Escrever as histórias inspiradas nos fatos que eu via ou pressentia sempre foi uma prática para mim, um meio de tentar me por no lugar dos outros, compreender, adivinhar, e também, por que não?, me divertir em noites silenciosas do interior nordestino. Mas meu projeto de vida era mesmo a educação popular, a conscientização e a organização dos oprimidos, e não ser "escritora". Foi quase por acaso que se publicou meu primeiro livro. Sem dinheiro pra presentes comprados, eu escrevia uma dessas histórias, desenhava uma capa bonitinha e dava de presente aos amigos... assim, um amigo, Frei Betto, acabou por passar um texto meu a um editor, Pascoal Soto, que um dia me telefonou pedindo mais... daí foi ainda uma longa história até que se publicasse. Com a idade, eu já não podia mais continuar nas mesmas andanças, com a mochila às costas, então escrever tornou-se uma atividade que, penso, pode também contribuir para que se veja o que muitas vezes fica escondido e, da força do nosso povo, colher esperança.
Guimarães Rosa, do qual há uma citação em epígrafe em Vasto mundo, transfigurou radicalmente toda a tradição brasileira do regionalismo, unindo o local a uma temática universal em uma experiência de linguagem que representa um dos cumes das nossas Letras. Foi desafiador escrever à sombra do grande escritor de Cordisburgo, ao situar os seus contos no interior do Nordeste brasileiro?
Como sempre escrevi espontaneamente, simplesmente porque tinha uma história para contar a mim mesma, porque, mesmo para quem a vê e vive, uma história só se revela quando a gente a conta, e não tinha a pretensão de ser escritora reconhecida, nunca comparei o que escrevia com outro autor... muito menos com o grande Rosa, que li inúmeras vezes, desde minha adolescência, assim como centenas, talvez milhares de outros livros que absorvi ao longo da minha vida. Quando me perguntam para quem escrevo, a única resposta que posso dar é que escrevo para meus personagens. Sempre me pergunto se eles se reconhecerão ali. E parece que sim.

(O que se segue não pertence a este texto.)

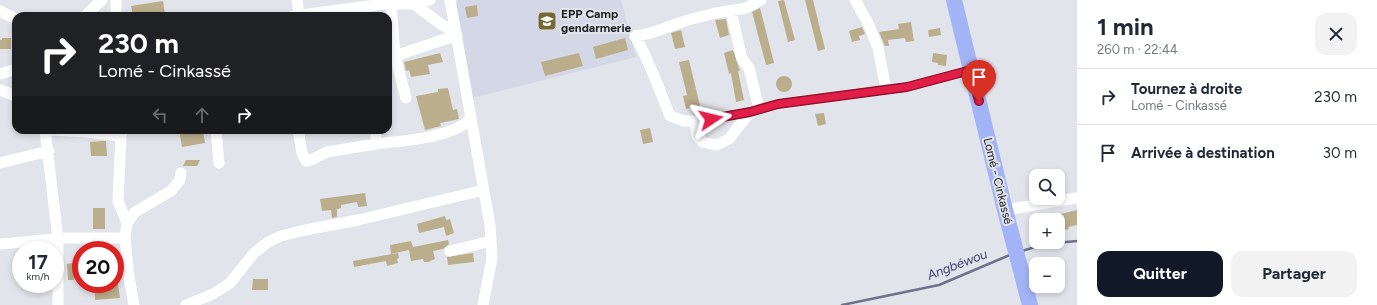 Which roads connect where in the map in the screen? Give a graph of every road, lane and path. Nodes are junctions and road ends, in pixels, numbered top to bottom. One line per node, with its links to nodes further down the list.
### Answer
1 (102, 0): 13 (street)
2 (116, 0): 14 (street)
3 (297, 0): 15 (street)
4 (430, 0): 10 (street)
5 (450, 0): 18 (street)
6 (761, 0): 12 (street)
7 (855, 0): 24 (street)
8 (954, 0): 22 (highway, Lomé - Cinkassé)
9 (386, 3): 10 (street); 16 (street)
10 (414, 4): 18 (street)
11 (0, 11): 17 (street)
12 (731, 11): 28 (street); 30 (street)
13 (89, 12)
14 (116, 12)
15 (296, 12)
16 (356, 12)
17 (12, 17)
18 (457, 34): 20 (street); 29 (street)
19 (392, 38): 20 (street)
20 (395, 56): 27 (street)
21 (12, 70): 23 (street)
22 (971, 70): 24 (street); 43 (highway, Lomé - Cinkassé)
23 (0, 74)
24 (886, 89): 28 (street)
25 (0, 90): 26 (street)
26 (12, 94)
27 (406, 98)
28 (755, 111): 30 (street); 30 (street)
29 (470, 119): 36 (street); 41 (street)
30 (695, 121)
31 (46, 134): 37 (street)
32 (122, 134): 44 (street)
33 (216, 134): 39 (street)
34 (299, 134): 36 (street)
35 (376, 134): 36 (street)
36 (376, 144)
37 (49, 151): 38 (street); 46 (street)
38 (0, 163)
39 (219, 163)
40 (181, 173): 44 (street)
41 (484, 190): 47 (street); 52 (street)
42 (1077, 198): 43 (street)
43 (1005, 210): 54 (highway, Lomé - Cinkassé)
44 (127, 223): 45 (street)
45 (125, 238): 46 (street); 51 (street)
46 (58, 239): 48 (street); 50 (street)
47 (492, 241): 49 (street); 53 (street)
48 (0, 244)
49 (450, 250)
50 (58, 305)
51 (134, 305)
52 (186, 305)
53 (483, 305)
54 (1030, 305) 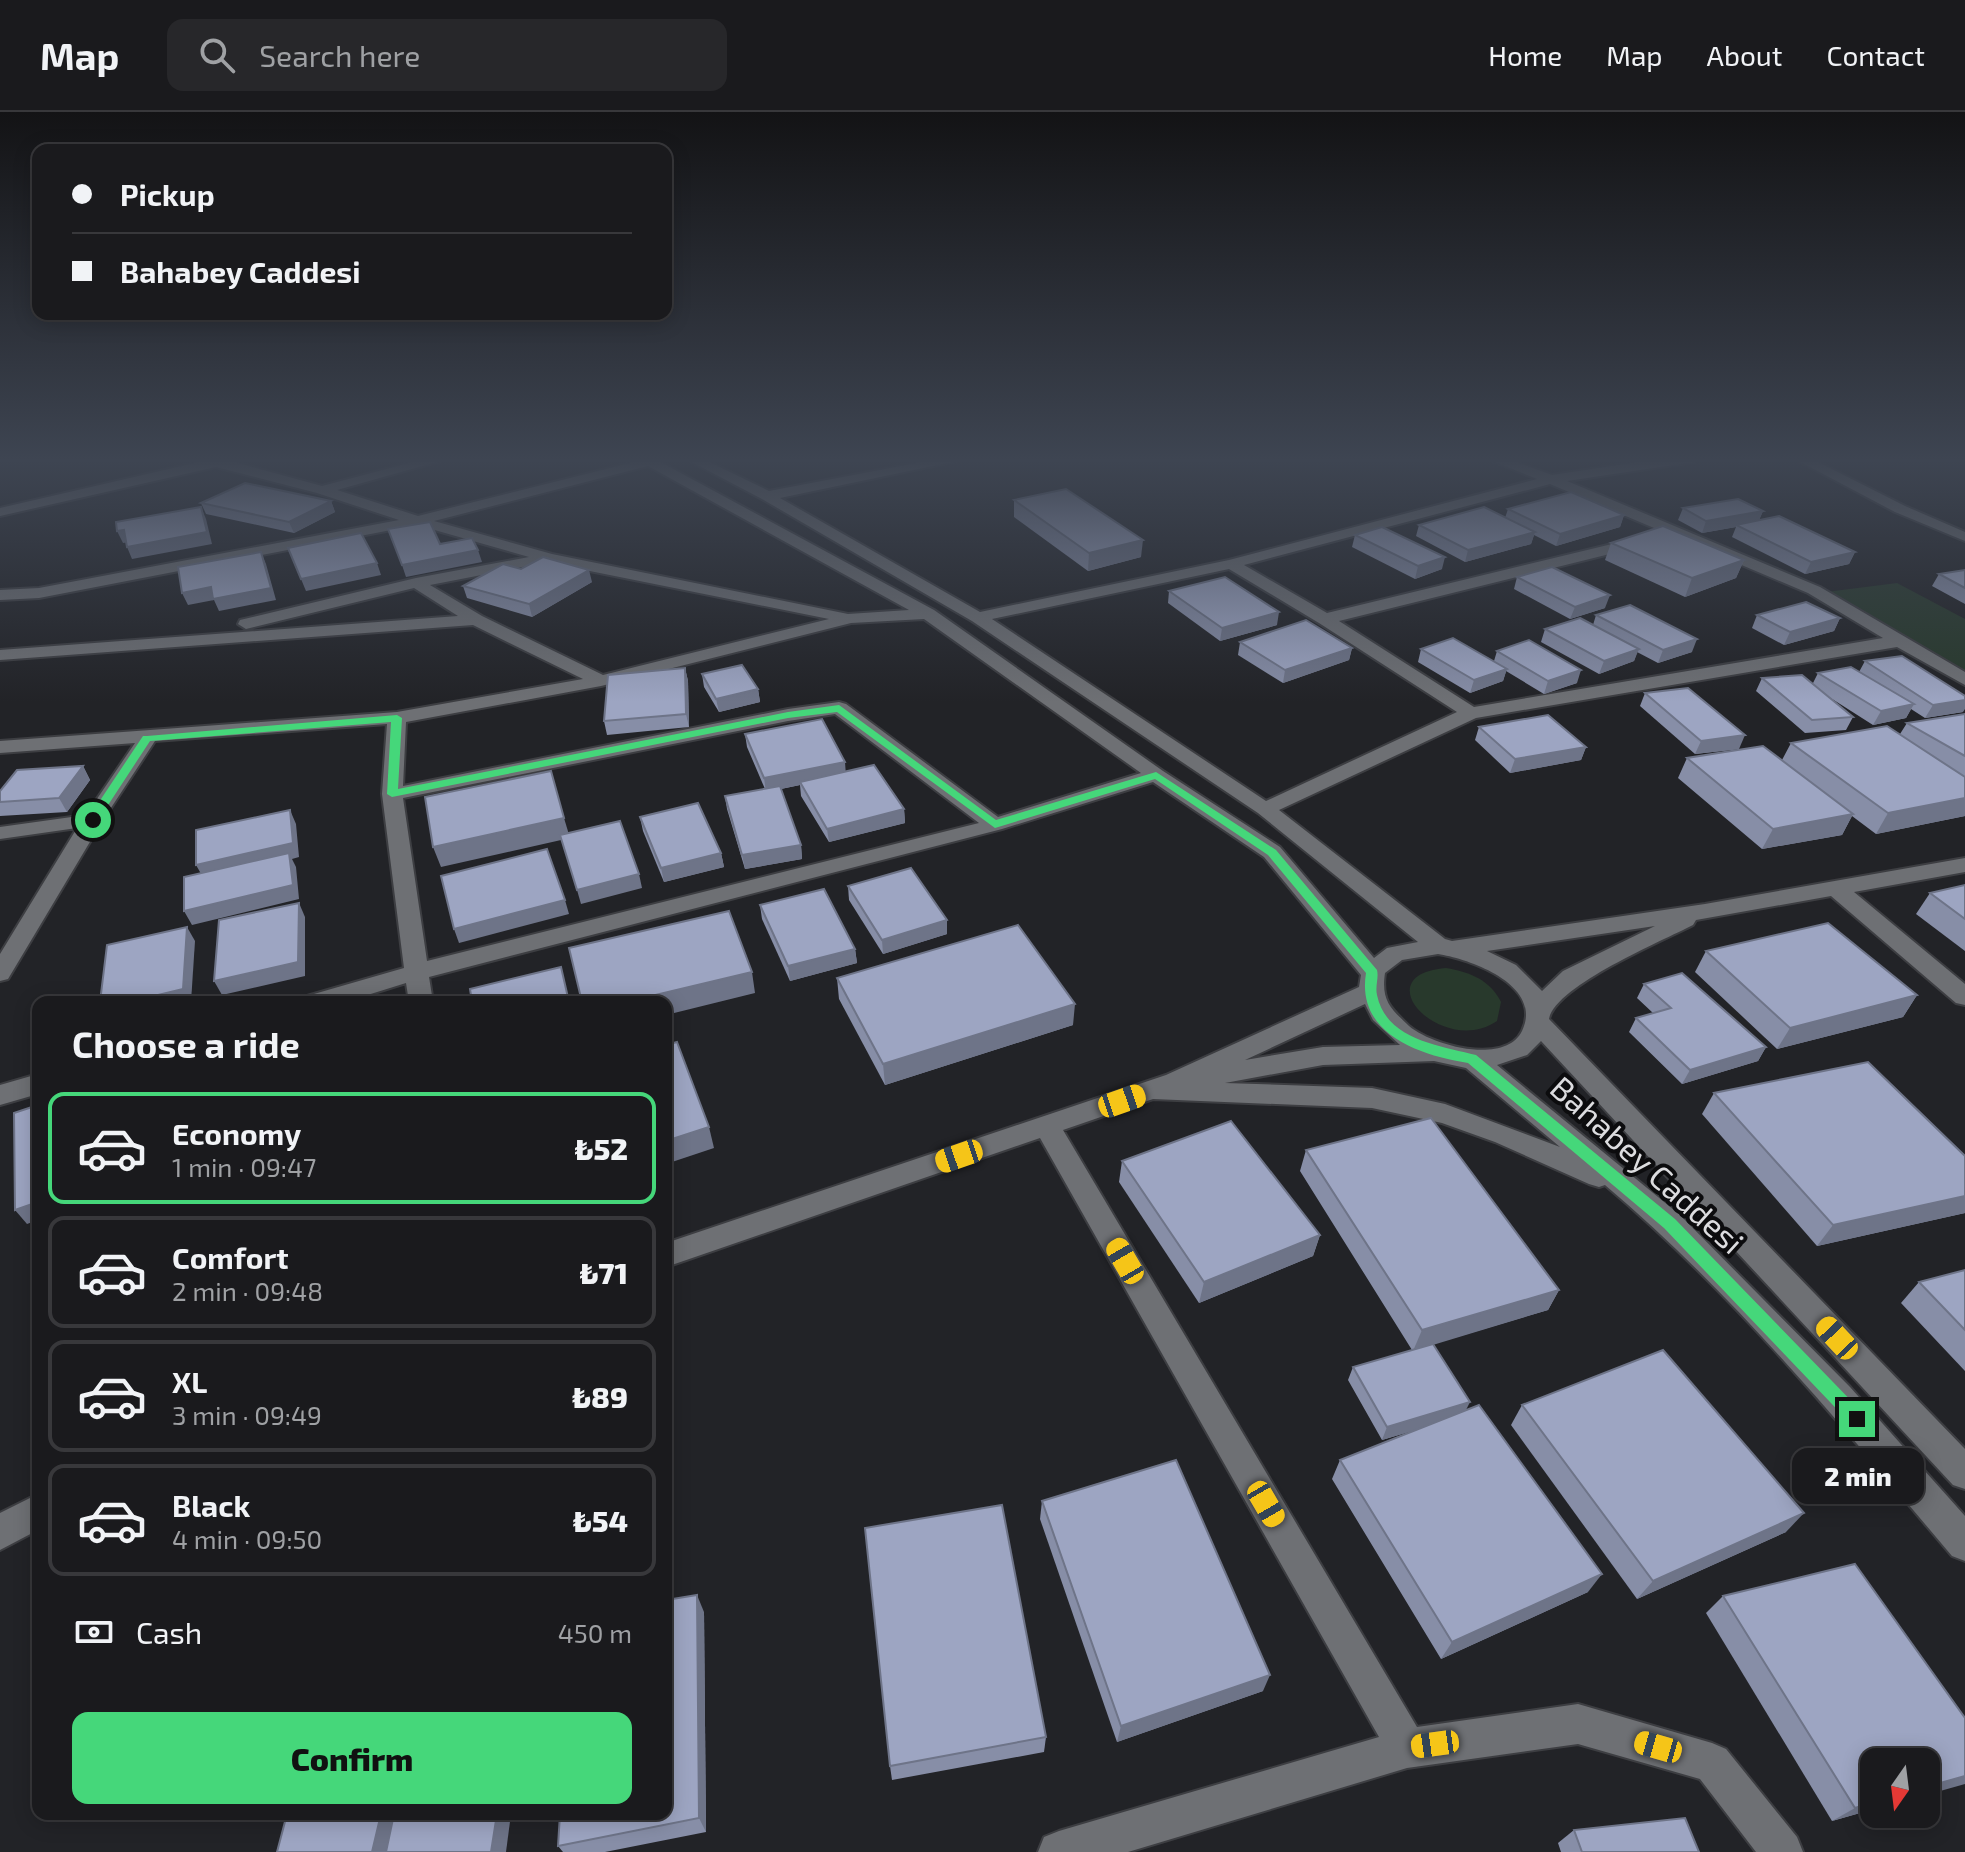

À semelhança de Flaubert, a Sra. pode dizer que “Aurora dos Prazeres, c’est moi”?
Aurora dos Prazeres, que é fabulação a partir de fatos realmente acontecidos, não sou eu, somos milhares de religiosas que, sobretudo a partir dos anos 60, deixamos a proteção dos muros dos conventos para nos "inserir" por longos anos entre os mais pobres e oprimidos, no interior, no campo ou nas periferias das grandes cidades, para compartilhar sua vida, para tentar ser entre eles "fermento na massa" como diz o Evangelho. Então, creio que se dissermos "Aurora dos Prazeres c'est nous", estaremos constatando um fato bem mais concreto e exato do que dizia Flaubert na sua tirada literária!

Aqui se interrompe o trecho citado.